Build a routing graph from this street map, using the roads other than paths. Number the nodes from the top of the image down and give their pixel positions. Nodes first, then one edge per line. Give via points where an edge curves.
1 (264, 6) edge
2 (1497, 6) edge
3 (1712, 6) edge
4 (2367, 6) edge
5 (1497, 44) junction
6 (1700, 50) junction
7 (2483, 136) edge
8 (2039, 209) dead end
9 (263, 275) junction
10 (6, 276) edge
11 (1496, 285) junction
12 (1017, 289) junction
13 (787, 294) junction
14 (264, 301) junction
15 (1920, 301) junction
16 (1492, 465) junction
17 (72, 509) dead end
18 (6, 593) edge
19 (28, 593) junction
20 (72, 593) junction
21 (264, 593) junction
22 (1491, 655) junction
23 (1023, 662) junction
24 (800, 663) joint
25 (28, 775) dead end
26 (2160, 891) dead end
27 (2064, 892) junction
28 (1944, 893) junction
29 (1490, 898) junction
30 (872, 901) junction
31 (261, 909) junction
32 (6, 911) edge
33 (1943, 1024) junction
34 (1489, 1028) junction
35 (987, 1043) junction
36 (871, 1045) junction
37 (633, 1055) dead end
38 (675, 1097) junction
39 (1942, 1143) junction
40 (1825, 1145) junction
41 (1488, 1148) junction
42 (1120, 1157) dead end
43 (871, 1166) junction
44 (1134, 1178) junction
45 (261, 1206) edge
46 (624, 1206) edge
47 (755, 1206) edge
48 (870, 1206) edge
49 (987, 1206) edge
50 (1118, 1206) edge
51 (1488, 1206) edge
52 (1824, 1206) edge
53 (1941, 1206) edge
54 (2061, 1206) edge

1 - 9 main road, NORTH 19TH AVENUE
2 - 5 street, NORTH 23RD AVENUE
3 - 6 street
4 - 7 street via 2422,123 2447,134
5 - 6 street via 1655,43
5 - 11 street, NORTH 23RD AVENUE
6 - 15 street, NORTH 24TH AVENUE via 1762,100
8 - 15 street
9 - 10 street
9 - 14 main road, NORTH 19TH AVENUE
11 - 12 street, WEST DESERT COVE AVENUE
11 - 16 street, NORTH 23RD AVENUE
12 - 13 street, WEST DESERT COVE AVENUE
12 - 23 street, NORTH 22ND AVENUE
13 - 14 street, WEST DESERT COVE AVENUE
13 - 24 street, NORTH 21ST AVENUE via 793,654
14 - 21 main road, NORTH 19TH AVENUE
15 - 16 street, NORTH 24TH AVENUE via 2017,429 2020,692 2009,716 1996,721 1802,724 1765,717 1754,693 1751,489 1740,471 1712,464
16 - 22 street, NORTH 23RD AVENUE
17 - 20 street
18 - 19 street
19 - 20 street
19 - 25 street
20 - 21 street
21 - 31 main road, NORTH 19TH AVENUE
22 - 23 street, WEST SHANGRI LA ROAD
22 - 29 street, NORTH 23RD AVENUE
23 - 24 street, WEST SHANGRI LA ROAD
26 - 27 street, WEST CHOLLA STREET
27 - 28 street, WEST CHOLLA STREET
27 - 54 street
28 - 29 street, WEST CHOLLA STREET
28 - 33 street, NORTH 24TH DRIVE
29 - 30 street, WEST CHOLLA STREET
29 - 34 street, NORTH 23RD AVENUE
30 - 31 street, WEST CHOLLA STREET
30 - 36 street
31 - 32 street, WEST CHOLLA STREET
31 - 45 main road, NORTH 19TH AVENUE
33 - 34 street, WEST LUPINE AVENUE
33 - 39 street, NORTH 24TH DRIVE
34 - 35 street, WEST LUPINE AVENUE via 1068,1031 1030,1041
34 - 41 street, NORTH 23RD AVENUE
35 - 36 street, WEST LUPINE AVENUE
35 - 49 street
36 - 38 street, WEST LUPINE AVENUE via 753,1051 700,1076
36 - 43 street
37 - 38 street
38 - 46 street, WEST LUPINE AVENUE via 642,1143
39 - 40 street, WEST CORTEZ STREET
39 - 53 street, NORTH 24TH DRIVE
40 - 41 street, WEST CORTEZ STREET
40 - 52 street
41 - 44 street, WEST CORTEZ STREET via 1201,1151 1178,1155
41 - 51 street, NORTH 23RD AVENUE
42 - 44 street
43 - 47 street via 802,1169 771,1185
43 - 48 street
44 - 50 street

● WORK INSTRUCTIONS
Search the data for the string "main" and copy each line where it appears.

● RESPONSE FOR THIS EXERCISE
1 - 9 main road, NORTH 19TH AVENUE
9 - 14 main road, NORTH 19TH AVENUE
14 - 21 main road, NORTH 19TH AVENUE
21 - 31 main road, NORTH 19TH AVENUE
31 - 45 main road, NORTH 19TH AVENUE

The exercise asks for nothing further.